El presidente Javier Milei tomó la decisión de seguir el ejemplo del presidente Donald Trump y anunciar la salida de Argentina de la Organización Mundial de la Salud (OMS), tal como Trump lo hizo en 2020 y volvió hacer recientemente. Veamos algunos aspectos que suelen pasarse por alto en un análisis más profundo.
Cuando la OMS se fundó en 1948, el sistema de salud global era muy diferente al de hoy. Actualmente, existen muchas otras organizaciones influyentes, como el Banco Mundial, el BID y fundaciones como la de Bill y Melinda Gates. También hay instituciones especializadas con más financiamiento y capacidad técnica, como GAVI (que se enfoca en vacunas) y el Fondo Global (que lucha contra la tuberculosis, la malaria y el VIH), además de agencias nacionales poderosas como los CDC de EE.UU. o China.
El problema de la OMS ha sido su dificultad para adaptarse a este nuevo panorama. Una de las razones es su modelo de gobernanza, que la obliga a cumplir un doble rol: actuar como una agencia técnica y, al mismo tiempo, como una institución política. Esta estructura limita su capacidad de acción y reduce su impacto.
La OMS cuenta grandes logros como su rol en la eliminación de la viruela, la lucha contra la tuberculosis, el Convenio Marco de Lucha contra el Tabaco o el Reglamento sanitario Internacional; pero también ha tenido fracasos estrepitosos como la ultima pandemia de COVID, la previa de 2009 con el H1N1 o lo que ocurrió con el virus del Ébola en África entre 2014 – 2016 y que costó más de 11.000 vidas. Gran responsabilidad en ello fue un pobre liderazgo.
En este sentido, la organización tuvo grandes líderes, como el danés Halfdan Mahler o la noruega Harlem Gro Brundtland, pero después de esta última, la organización entró en declive. La falta de visión de sus últimos directores generales y los conflictos de interés en su financiamiento han llevado en gran medida a la situación actual.
Veamos este último punto: el presupuesto de la OMS proviene de las cuotas que pagan los países miembros, pero en su mayoría (más del 80%) depende de “contribuciones voluntarias”. Estas donaciones, en su mayoría, están condicionadas, lo que significa que la OMS no tiene libertad para decidir cómo usarlas, ya que los donantes determinan su destino. Además, casi el 70% del presupuesto se gasta en el mantenimiento de sus 147 oficinas en distintos países y sus 6 sedes regionales, lo que reduce aún más los fondos disponibles para otros fines.

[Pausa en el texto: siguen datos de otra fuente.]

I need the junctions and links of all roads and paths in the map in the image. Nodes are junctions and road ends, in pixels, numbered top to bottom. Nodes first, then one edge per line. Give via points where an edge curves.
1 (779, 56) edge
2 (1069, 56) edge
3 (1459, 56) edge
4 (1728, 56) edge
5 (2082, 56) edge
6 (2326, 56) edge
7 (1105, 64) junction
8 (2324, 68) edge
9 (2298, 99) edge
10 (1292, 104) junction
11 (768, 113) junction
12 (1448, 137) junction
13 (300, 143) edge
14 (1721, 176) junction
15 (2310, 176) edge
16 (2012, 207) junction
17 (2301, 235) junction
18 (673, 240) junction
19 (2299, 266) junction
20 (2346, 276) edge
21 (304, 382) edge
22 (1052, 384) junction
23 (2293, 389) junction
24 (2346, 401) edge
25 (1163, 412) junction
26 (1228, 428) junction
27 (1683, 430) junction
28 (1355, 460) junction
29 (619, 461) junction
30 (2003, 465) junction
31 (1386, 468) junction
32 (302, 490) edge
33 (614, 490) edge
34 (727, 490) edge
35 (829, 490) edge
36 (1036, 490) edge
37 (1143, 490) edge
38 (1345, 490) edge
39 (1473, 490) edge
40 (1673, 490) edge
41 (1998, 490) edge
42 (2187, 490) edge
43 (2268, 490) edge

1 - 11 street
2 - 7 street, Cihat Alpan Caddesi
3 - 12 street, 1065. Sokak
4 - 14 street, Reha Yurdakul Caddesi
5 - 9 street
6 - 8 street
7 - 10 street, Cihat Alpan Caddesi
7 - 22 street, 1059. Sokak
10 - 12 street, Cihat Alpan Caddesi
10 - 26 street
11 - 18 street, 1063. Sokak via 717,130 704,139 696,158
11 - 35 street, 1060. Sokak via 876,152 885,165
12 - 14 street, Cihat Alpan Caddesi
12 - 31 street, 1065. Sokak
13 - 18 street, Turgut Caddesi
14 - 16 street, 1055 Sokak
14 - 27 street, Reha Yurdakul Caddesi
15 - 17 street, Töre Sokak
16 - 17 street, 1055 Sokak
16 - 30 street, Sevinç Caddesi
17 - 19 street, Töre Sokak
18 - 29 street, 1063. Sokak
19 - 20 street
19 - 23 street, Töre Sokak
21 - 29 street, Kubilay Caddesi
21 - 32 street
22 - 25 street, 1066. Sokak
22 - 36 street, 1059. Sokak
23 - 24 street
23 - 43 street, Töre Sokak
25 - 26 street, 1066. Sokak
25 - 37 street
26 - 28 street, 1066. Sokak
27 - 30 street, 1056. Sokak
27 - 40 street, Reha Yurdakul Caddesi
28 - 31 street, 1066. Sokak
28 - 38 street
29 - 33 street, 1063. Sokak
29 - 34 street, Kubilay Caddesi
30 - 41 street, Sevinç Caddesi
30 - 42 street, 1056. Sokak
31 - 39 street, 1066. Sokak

Otro tema polémico son los conflictos de interés, tanto reales como percibidos, en los que la OMS ha estado involucrada. Un ejemplo claro fue cuando el actual director general, Tedros Adhanom, nombró como “Embajador de buena voluntad” al dictador de Zimbawe Robert Mugabe poco después de asumir el cargo. La decisión generó tanto rechazo que tuvo que ser retirada, dejando en evidencia una grave falla en el criterio y la gestión de la organización.
Entonces, ¿qué hacer con la OMS? La solución más lógica no parece ser eliminarla, sino redefinir su papel en el contexto global actual. En un mundo altamente conectado, donde la cooperación internacional es más ágil y los mejores expertos pueden comunicarse rápidamente, es momento de replantear la función de la OMS para que se adapte a la nueva realidad.
Esos procesos son largos, complejos y engorrosos, mucho de ello por la resistencia de las burocracias que defienden sus privilegios a ultranza mientras los problemas de la salud permanecen. Si bien no es lo mejor irse de la OMS, la decisión del presidente Milei encuentra justificativos que la misma OMS se encargó de poner en su manos.
Diego Bernardini es Profesor Titular Medicina (UNMDP), Doctor en Medicina, Universidad de Salamanca.